**ASSIGNED TASK**
Look through the lines below for the word "Hilal", and copy every line that has it.

**LISTED RECORDS**

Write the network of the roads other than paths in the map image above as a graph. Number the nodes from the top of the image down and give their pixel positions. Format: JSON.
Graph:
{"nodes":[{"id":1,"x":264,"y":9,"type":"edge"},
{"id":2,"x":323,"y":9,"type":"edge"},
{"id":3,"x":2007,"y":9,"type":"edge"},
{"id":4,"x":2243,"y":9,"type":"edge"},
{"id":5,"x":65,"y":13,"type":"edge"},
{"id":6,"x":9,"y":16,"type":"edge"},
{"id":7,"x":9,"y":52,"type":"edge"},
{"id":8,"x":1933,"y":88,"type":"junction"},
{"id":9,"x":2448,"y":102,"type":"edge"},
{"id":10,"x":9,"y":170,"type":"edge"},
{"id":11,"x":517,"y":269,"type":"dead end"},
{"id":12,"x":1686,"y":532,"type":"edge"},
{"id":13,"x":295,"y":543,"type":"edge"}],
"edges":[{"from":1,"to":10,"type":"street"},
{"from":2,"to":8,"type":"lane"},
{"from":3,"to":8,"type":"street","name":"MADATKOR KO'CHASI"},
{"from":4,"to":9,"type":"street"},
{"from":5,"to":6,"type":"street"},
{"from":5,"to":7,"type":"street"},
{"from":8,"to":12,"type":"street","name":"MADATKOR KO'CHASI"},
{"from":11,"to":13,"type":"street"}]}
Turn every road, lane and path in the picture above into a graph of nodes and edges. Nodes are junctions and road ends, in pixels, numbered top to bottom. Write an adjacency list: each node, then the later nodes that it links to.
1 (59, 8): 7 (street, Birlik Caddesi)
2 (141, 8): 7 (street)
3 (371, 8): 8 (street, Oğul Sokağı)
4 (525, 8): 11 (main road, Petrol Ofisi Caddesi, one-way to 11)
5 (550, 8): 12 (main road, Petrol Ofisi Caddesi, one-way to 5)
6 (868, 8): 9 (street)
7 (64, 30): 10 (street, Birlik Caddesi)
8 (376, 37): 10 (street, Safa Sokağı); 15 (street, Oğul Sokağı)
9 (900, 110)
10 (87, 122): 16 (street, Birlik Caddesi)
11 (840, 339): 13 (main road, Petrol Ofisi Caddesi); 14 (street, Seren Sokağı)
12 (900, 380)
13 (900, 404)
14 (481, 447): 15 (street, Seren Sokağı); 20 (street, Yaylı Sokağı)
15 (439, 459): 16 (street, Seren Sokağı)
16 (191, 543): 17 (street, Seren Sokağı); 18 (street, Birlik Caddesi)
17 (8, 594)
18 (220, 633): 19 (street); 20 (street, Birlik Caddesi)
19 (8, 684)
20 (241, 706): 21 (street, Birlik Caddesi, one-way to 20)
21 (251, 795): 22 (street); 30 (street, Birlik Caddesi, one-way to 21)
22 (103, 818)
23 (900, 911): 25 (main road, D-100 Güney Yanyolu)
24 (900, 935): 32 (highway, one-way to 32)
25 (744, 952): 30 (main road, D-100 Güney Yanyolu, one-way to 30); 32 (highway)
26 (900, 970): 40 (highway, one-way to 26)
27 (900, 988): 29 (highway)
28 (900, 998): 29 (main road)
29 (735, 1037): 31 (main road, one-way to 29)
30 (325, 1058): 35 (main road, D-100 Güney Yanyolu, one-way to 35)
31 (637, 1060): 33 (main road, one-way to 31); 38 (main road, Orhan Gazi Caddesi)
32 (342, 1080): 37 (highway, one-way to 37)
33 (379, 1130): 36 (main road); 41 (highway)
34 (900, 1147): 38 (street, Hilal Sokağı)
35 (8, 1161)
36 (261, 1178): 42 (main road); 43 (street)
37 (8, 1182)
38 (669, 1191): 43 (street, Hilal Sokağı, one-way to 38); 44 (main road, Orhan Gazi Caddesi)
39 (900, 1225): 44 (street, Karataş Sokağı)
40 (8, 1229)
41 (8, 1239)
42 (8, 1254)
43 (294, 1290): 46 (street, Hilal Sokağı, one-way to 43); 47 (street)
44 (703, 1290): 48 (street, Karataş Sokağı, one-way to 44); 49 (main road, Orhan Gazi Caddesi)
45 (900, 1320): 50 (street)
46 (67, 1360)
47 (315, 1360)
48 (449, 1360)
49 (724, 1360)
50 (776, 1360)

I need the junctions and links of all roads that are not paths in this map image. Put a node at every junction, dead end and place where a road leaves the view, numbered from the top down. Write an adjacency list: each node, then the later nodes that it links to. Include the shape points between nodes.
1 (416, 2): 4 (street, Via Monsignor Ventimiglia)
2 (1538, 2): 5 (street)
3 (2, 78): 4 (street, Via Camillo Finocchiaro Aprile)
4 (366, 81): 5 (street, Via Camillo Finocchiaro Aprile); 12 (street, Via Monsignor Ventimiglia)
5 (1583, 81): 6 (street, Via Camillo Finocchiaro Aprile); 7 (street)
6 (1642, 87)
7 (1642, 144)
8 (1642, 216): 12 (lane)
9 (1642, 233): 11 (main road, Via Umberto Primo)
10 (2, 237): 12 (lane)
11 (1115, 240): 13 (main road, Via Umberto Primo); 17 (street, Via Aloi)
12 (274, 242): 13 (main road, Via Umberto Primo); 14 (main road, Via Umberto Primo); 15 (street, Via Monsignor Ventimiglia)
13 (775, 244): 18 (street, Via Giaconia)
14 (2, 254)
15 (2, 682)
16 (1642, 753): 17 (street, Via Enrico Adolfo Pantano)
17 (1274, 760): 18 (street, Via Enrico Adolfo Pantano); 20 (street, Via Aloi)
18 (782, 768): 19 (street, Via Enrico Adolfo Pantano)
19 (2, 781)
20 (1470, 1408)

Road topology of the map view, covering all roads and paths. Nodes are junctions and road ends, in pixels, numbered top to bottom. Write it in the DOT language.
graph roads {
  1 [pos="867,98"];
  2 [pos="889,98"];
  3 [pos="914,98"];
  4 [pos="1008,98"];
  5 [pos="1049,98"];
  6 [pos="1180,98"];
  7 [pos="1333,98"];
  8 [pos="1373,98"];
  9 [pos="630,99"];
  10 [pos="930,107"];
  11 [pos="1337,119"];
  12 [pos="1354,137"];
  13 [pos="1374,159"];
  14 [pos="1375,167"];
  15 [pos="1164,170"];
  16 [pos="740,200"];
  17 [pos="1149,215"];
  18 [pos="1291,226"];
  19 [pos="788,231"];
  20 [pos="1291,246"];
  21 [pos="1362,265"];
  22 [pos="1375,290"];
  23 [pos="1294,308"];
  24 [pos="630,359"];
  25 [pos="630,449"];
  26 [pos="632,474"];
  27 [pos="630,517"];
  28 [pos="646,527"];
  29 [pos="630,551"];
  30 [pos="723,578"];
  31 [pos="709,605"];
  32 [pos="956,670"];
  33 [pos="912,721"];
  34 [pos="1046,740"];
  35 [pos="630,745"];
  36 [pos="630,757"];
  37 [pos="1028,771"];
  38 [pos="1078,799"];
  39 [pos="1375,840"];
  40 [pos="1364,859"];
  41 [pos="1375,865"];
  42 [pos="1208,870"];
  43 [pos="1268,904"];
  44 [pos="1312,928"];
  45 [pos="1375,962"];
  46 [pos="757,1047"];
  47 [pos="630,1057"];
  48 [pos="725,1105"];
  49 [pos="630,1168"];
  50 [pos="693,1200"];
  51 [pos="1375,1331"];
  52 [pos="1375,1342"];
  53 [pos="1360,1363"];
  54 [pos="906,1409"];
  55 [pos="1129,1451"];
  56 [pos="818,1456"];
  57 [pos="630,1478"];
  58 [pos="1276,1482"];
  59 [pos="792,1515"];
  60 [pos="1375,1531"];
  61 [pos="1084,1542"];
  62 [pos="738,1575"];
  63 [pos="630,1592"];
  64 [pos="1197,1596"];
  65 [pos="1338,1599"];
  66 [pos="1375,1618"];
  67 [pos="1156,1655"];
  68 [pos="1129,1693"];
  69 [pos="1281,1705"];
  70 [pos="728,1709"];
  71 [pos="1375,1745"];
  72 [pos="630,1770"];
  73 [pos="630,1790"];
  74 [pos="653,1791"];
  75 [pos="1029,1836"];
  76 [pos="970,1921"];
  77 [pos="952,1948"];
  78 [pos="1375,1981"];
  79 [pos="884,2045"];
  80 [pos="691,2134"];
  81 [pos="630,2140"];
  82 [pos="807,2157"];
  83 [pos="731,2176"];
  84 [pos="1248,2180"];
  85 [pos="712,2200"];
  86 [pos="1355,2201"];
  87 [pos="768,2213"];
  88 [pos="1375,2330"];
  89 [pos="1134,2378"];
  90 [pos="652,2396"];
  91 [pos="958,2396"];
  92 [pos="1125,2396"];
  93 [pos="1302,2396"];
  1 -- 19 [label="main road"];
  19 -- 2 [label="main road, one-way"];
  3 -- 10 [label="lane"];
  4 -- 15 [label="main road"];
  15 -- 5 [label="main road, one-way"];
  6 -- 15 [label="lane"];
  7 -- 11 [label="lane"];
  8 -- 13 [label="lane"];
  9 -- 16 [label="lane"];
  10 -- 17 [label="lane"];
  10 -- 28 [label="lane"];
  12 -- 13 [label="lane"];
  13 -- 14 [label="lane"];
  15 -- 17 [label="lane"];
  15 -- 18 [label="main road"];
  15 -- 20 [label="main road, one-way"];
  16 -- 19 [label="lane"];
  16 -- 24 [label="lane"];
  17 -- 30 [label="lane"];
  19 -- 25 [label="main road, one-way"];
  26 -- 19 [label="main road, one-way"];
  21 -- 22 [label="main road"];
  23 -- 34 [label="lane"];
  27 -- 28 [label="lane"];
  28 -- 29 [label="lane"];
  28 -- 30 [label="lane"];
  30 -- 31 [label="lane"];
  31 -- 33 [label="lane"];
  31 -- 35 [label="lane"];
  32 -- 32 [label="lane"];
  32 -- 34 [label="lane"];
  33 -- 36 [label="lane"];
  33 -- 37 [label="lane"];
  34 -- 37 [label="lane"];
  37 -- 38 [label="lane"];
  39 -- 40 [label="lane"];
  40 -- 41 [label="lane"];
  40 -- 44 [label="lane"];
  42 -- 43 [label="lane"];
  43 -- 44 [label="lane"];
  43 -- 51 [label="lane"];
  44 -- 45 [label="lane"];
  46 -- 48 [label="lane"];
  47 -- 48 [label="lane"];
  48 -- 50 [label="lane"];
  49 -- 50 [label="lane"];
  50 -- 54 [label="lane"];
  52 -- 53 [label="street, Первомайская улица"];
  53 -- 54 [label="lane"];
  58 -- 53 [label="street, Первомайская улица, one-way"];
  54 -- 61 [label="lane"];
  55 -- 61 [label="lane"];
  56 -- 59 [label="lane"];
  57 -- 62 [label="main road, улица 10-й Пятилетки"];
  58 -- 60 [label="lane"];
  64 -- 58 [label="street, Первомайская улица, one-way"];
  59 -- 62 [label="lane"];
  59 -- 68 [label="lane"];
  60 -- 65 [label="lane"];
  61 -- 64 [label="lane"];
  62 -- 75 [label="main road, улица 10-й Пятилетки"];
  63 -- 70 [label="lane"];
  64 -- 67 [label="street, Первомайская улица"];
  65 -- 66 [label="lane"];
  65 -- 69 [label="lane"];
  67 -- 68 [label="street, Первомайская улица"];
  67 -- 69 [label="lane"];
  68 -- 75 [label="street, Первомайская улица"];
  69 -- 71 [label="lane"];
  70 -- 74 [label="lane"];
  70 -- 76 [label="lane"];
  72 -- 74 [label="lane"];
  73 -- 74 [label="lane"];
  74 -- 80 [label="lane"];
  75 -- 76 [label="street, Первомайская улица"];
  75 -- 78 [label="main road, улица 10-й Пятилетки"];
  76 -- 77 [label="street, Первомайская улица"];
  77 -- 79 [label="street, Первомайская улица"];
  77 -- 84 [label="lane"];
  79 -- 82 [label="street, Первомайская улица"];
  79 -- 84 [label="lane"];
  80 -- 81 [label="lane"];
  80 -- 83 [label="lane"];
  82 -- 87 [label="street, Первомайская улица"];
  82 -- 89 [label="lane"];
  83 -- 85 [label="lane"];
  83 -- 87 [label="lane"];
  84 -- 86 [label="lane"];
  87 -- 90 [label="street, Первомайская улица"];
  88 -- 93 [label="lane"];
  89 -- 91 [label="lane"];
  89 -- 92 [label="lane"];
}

**RESPONSE**
34 (900, 1147): 38 (street, Hilal Sokağı)
38 (669, 1191): 43 (street, Hilal Sokağı, one-way to 38); 44 (main road, Orhan Gazi Caddesi)
43 (294, 1290): 46 (street, Hilal Sokağı, one-way to 43); 47 (street)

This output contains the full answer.